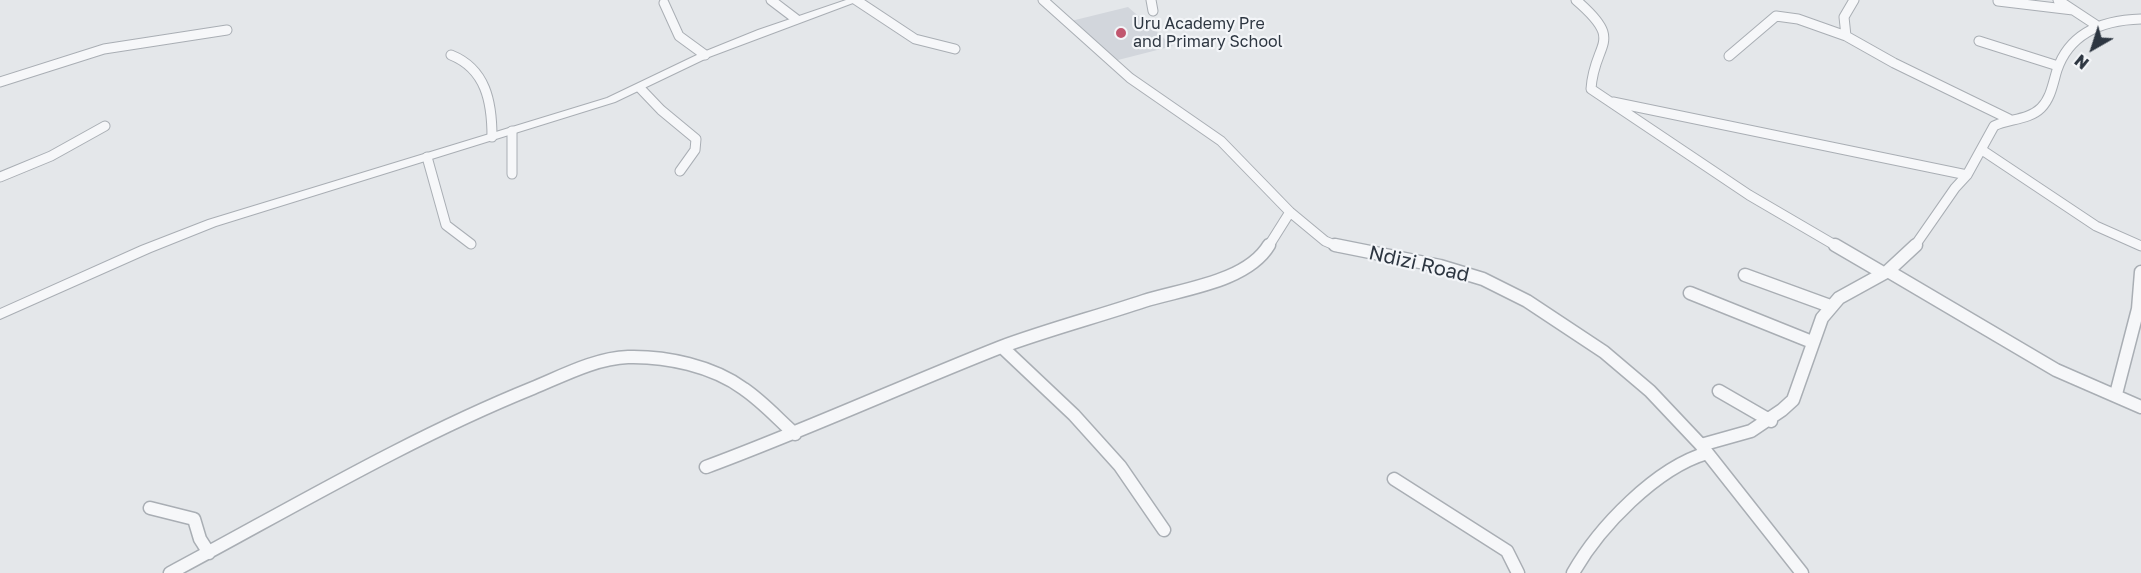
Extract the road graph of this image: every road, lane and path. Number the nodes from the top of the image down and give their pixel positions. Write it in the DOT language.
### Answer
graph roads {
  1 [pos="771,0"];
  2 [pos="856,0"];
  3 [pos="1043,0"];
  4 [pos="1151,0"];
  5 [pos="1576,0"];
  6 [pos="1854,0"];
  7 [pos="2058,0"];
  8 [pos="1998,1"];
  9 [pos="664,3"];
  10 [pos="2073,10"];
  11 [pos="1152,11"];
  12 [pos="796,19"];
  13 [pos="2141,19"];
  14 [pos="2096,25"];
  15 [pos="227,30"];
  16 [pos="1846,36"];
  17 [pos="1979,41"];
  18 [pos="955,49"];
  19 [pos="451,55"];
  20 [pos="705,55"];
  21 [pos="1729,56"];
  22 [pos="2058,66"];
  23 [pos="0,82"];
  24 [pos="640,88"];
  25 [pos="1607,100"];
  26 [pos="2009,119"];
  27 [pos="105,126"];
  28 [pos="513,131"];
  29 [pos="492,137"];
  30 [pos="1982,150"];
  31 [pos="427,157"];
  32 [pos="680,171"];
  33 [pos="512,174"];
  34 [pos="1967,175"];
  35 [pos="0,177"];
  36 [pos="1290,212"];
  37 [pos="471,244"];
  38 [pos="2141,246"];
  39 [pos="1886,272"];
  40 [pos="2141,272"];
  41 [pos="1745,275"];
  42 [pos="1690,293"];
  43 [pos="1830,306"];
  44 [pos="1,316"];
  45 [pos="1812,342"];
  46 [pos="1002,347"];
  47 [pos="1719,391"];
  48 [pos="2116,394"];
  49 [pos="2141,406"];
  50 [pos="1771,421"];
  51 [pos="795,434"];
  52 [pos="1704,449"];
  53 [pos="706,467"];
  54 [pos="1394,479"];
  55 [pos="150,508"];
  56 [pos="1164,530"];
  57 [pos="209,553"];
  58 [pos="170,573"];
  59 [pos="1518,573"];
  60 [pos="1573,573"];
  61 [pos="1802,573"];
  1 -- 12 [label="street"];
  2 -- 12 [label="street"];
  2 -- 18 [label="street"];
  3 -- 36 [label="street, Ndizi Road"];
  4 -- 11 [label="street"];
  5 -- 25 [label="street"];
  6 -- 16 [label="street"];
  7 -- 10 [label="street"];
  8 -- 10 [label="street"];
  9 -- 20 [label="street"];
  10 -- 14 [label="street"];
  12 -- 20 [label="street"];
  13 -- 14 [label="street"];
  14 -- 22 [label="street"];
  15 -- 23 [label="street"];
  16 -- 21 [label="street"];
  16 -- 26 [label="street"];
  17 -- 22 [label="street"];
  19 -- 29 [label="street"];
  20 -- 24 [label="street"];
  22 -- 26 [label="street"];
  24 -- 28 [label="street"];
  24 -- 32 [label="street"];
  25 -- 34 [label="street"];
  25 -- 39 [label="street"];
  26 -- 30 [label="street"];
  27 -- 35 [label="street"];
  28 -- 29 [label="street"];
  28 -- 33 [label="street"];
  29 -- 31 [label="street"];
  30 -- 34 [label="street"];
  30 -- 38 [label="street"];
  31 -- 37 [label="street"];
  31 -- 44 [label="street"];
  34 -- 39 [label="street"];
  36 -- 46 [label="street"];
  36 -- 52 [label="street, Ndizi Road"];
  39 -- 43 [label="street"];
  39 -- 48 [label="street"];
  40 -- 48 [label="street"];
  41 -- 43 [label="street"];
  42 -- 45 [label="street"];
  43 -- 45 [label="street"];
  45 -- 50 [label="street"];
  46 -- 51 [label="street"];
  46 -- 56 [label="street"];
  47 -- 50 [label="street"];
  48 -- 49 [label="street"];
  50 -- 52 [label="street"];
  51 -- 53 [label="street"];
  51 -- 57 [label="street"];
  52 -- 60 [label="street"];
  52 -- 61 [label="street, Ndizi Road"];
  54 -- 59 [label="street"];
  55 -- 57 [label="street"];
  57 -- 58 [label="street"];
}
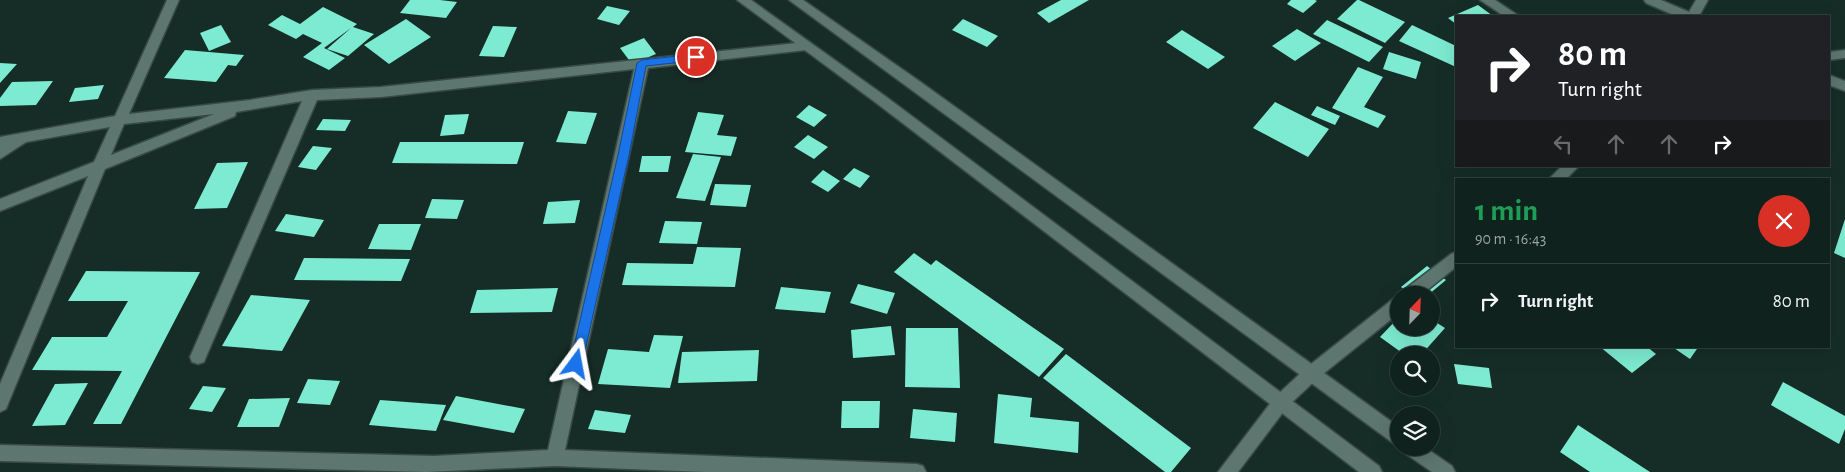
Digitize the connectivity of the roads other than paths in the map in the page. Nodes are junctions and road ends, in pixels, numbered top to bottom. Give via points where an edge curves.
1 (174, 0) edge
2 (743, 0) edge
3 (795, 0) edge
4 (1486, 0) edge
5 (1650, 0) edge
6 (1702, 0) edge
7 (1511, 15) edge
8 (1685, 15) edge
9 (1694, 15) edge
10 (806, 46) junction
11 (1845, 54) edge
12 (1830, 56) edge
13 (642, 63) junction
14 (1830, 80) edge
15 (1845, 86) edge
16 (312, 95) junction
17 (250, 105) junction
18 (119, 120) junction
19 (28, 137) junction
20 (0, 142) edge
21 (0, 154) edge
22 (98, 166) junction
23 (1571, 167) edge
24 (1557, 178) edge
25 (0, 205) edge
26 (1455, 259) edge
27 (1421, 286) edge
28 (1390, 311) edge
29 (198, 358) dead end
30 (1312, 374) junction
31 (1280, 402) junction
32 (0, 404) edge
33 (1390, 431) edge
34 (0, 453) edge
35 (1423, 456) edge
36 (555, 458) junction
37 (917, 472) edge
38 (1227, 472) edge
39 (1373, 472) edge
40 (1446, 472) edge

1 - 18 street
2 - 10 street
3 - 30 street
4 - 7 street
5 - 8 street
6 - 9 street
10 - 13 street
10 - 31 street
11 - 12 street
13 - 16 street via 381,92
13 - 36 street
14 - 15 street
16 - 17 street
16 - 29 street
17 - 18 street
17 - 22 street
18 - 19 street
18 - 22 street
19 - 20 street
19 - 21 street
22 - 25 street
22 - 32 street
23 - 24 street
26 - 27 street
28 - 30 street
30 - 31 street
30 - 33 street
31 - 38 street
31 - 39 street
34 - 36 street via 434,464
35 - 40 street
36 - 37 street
-------------------------
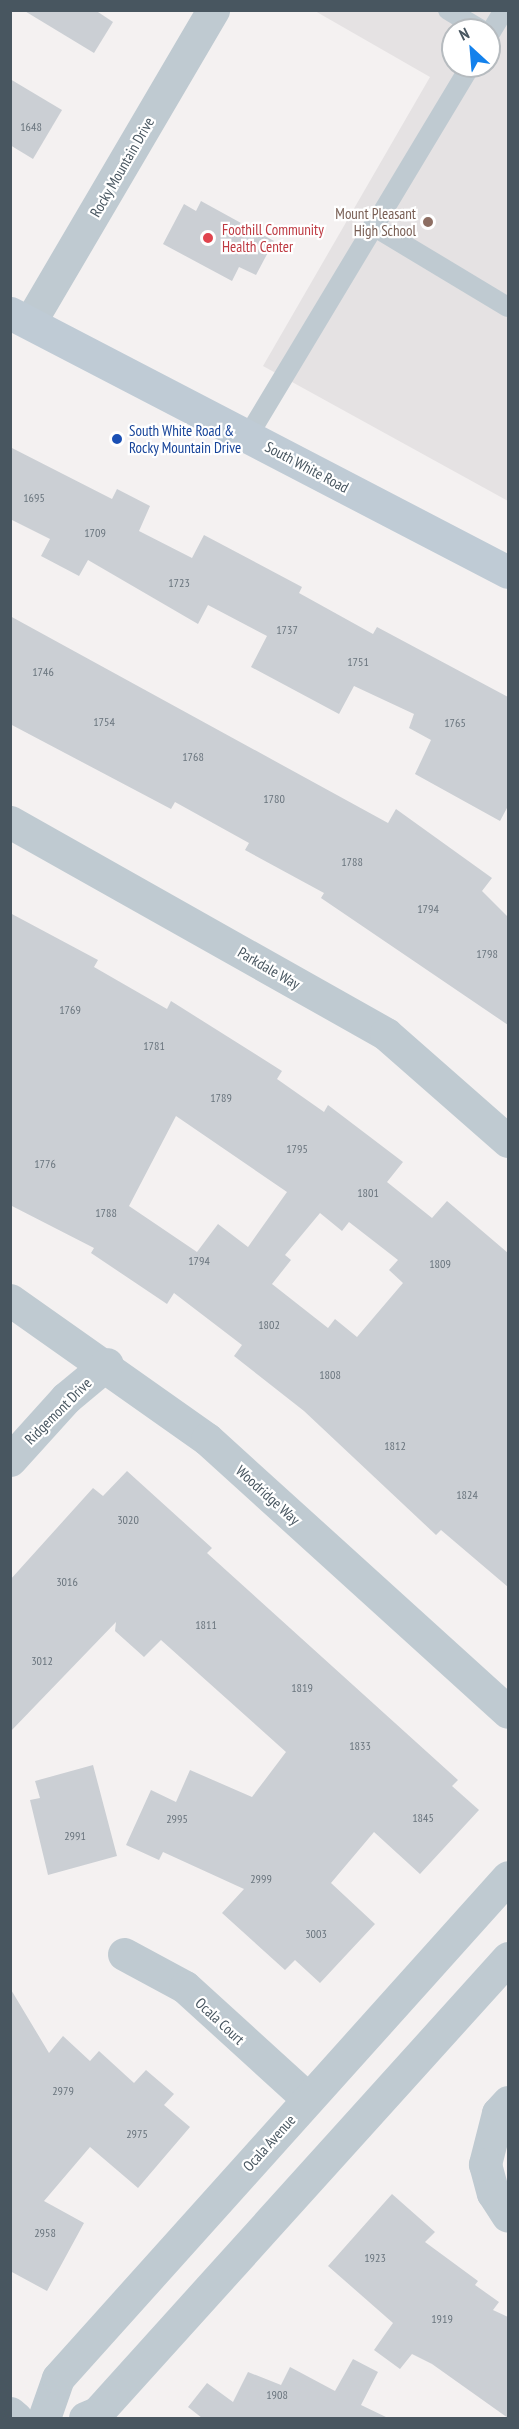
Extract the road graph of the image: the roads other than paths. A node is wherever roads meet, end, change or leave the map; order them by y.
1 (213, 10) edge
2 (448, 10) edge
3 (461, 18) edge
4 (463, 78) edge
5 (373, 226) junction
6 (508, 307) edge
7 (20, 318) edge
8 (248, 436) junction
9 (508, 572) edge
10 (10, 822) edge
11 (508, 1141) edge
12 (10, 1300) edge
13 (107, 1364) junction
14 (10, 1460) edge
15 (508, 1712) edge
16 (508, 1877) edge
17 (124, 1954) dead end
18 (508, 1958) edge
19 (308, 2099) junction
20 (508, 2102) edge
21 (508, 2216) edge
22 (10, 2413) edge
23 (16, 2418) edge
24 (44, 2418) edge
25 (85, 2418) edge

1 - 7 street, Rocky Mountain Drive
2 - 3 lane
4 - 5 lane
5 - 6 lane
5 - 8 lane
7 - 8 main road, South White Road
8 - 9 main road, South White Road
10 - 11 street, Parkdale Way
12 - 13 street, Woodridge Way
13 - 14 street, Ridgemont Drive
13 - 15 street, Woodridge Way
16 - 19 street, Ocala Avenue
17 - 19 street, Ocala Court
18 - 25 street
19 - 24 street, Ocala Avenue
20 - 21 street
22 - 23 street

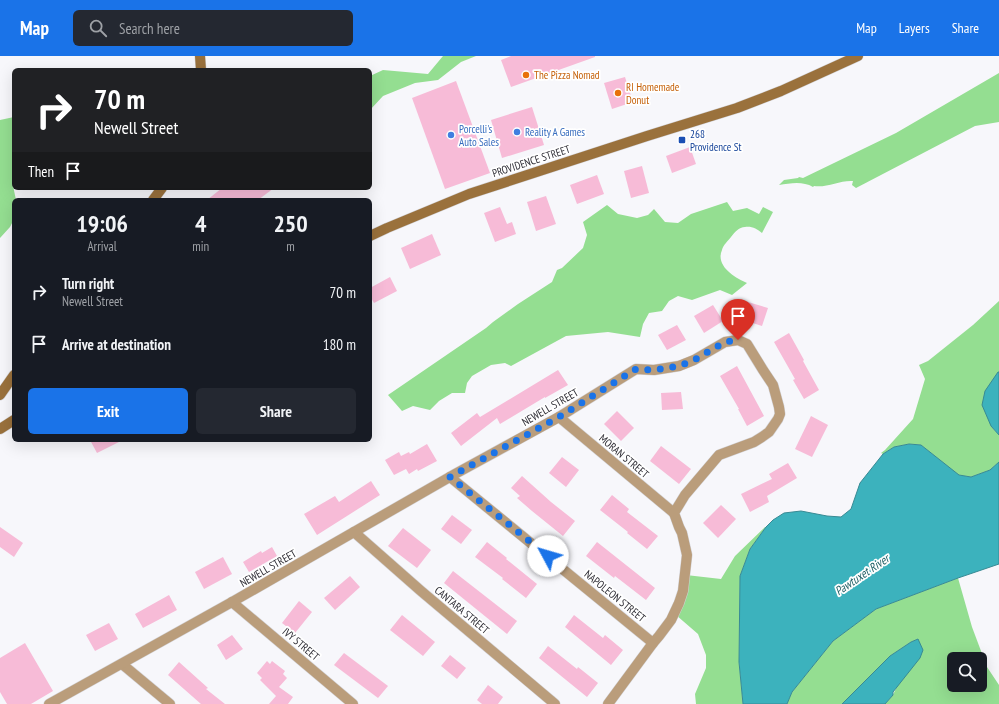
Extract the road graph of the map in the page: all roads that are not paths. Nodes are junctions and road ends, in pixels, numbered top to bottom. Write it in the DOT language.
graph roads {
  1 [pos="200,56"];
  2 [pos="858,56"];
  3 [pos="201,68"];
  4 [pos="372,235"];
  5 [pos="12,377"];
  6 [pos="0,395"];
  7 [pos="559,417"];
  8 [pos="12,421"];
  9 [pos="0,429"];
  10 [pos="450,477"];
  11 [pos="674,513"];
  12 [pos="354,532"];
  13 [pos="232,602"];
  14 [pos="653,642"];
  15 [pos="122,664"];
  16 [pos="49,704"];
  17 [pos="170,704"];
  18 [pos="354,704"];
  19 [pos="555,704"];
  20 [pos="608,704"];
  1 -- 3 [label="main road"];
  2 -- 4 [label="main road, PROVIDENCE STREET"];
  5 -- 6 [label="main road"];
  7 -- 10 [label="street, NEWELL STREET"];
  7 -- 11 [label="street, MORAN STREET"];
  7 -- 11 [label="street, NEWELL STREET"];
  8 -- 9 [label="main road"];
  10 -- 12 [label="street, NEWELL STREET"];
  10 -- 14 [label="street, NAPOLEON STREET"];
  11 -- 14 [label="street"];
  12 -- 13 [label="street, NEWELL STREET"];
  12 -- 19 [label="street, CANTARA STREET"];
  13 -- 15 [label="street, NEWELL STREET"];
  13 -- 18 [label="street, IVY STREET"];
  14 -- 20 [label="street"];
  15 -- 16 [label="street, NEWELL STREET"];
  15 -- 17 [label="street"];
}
-------------------------
**What needs to be done:** Among the lines above, return those that contain the string "White".

**Task output:**
7 - 8 main road, South White Road
8 - 9 main road, South White Road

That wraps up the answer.